Have you ever seen those outstanding fractal images with a lot of swirls and colors? Some of those were build simulating fractals or repeating shapes, where each shape is a reduced part of the whole, others were build mathematically. In this tutorial, we'll create a stylized fractal design using only Photoshop.
Final Image Preview
Let's take a look at the image we'll be creating. You can view the final image preview below or view a larger version here.
Our video editor Gavin Steele has created this series of video tutorials to compliment this text + image tutorial.
Wikipedia define fractals as "a rough or fragmented geometric shape that can be split into parts, each of which is (at least approximately) a reduced-size copy of the whole." There are many ways to create fractals, most involve complex mathematical formulas, or fractal software programs, like Apohpysis for example, but with our good old Photoshop we can simulate the fractals behavior using repeating shapes and some useful keyboard shortcuts.
So, let's get it started.

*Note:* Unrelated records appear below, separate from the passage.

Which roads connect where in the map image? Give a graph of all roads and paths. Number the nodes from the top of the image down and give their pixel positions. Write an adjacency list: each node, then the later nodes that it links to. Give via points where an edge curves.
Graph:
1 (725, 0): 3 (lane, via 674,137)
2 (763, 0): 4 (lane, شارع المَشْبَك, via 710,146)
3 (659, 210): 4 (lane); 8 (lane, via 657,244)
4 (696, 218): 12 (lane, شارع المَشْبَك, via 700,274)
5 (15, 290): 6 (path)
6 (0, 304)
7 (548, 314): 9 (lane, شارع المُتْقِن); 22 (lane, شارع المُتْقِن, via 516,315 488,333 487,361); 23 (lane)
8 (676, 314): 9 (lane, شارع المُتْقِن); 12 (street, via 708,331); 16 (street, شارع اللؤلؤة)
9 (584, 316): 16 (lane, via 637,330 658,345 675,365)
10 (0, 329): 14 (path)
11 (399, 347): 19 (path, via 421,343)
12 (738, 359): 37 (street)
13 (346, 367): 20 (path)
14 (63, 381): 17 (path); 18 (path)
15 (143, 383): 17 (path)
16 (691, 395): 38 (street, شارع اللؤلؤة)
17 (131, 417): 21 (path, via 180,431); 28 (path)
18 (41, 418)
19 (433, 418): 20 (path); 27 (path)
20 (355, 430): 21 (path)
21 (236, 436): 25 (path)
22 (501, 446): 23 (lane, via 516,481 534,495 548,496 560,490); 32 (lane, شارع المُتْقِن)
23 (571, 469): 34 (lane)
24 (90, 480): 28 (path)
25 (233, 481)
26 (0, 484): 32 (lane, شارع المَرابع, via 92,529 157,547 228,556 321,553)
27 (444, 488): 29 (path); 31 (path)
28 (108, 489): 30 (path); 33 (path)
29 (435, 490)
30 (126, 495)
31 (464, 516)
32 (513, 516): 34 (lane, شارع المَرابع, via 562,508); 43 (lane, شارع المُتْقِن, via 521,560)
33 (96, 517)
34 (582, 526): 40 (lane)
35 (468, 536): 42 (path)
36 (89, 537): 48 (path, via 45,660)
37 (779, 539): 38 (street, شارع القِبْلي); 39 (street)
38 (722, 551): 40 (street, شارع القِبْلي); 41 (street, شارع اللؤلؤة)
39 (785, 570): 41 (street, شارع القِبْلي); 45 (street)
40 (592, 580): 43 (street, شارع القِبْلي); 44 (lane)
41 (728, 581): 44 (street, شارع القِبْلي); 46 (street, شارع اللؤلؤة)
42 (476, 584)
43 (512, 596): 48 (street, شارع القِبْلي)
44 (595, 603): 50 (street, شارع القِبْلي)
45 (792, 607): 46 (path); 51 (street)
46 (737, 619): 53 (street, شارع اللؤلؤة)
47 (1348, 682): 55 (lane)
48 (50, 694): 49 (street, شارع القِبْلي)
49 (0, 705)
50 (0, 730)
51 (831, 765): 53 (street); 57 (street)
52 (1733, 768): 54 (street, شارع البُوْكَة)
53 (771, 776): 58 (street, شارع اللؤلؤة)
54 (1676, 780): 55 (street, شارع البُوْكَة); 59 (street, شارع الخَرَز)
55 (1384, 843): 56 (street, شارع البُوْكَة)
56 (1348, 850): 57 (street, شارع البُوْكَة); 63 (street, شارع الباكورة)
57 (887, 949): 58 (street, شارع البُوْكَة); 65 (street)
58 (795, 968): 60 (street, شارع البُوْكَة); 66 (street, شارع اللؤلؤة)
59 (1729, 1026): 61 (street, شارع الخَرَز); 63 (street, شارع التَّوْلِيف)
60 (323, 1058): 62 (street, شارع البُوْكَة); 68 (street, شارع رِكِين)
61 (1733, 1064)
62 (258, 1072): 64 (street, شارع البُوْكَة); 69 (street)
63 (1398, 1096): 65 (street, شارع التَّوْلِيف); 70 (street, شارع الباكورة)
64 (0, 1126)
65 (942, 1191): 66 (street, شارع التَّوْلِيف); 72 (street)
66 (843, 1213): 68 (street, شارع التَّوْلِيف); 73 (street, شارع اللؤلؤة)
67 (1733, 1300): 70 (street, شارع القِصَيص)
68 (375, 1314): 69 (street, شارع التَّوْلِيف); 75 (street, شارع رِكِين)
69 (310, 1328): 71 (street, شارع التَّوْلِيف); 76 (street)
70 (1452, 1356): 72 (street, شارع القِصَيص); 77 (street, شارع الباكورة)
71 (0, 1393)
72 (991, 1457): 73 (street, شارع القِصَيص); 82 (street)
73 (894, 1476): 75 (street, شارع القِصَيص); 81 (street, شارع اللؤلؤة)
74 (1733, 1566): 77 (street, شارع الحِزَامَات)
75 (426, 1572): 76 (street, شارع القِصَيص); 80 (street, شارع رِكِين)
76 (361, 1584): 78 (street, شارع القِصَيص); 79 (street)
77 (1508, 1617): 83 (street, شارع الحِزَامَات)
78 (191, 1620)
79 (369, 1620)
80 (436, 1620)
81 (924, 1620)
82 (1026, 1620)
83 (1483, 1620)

First we'll start with a 1600 pixels by 1200 pixels document, it's huge because I'm planning to use it as a desktop background. Then, show the ruler (Command + R) and change the unit to Percent. Now, draw two guides, one horizontal and the other vertical, and place them in the middle of the document. Next, using the Gradient Fill Tool, draw a radial gradient (#095261 - #000000), which should look similar to the image below.
Now here's the only shape you'll draw: a circle, yes I'm not kidding, everything starts from a single circle. Draw it using the Ellipse Tool, hold the Shift key to create a perfect circle, and if you want hold the Alt key to draw it from the center. The circle size is 83 pixels by 83 pixels and it's located in the middle of the document. Now, create a new folder named "Fractal" and place the circle shape inside of it.
Let's add some depth and volume to our shape. First, apply a Gradient Overlay that goes from dark blue to light blue, with a Drop Shadow, 50% Opacity, and a 0px distance, some Bevel and Emboss, including a texture. Just follow the images below.
Now duplicate the circle layer by dragging the shape while pressing the Alt key, then merge the circle copy with a new blank layer to keep the style proportional. Resize the copy a little bit and place it 120 degrees from the middle of the document, you can use a triangle as a guide (I drew the triangle using the Polygon Tool).
Place the copy just over one of it's corners. Repeat this twice to get three small circles around the big circle. Delete the triangle and finally merge the four circles into a new layer called "Fractal 1" (If you want leave a copy of the original vector shape just in case).
Here comes the fun part, we're going to repeat two steps several times. This is the first one, we'll Duplicate and then Free Transform. To get the right effect we need to use the shortcut Command + Alt + T. This command duplicates the existing image and allows to free transform the copy. Do not click anywhere and go to next step.
While holding the Shift key, resize the "Fractal 1 copy" just a little bit, then rotate the copy a few degrees Clockwise. The trick to simulate the fractals is move the Transform center to the left, right, top, or bottom, depending on your needs. This time we'll move it a lot left. Finally, hit Enter.
Now we're going to use another useful keyboard shortcut. Press Command + Shift + Alt + T to apply Free Transform again once and see the result. What happened? Photoshop takes the previous values of the Free Transform and apply them to the new object. If you repeat this command several times you'll get a nice fractal swirl. Photoshop creates a new layer each time you apply this command.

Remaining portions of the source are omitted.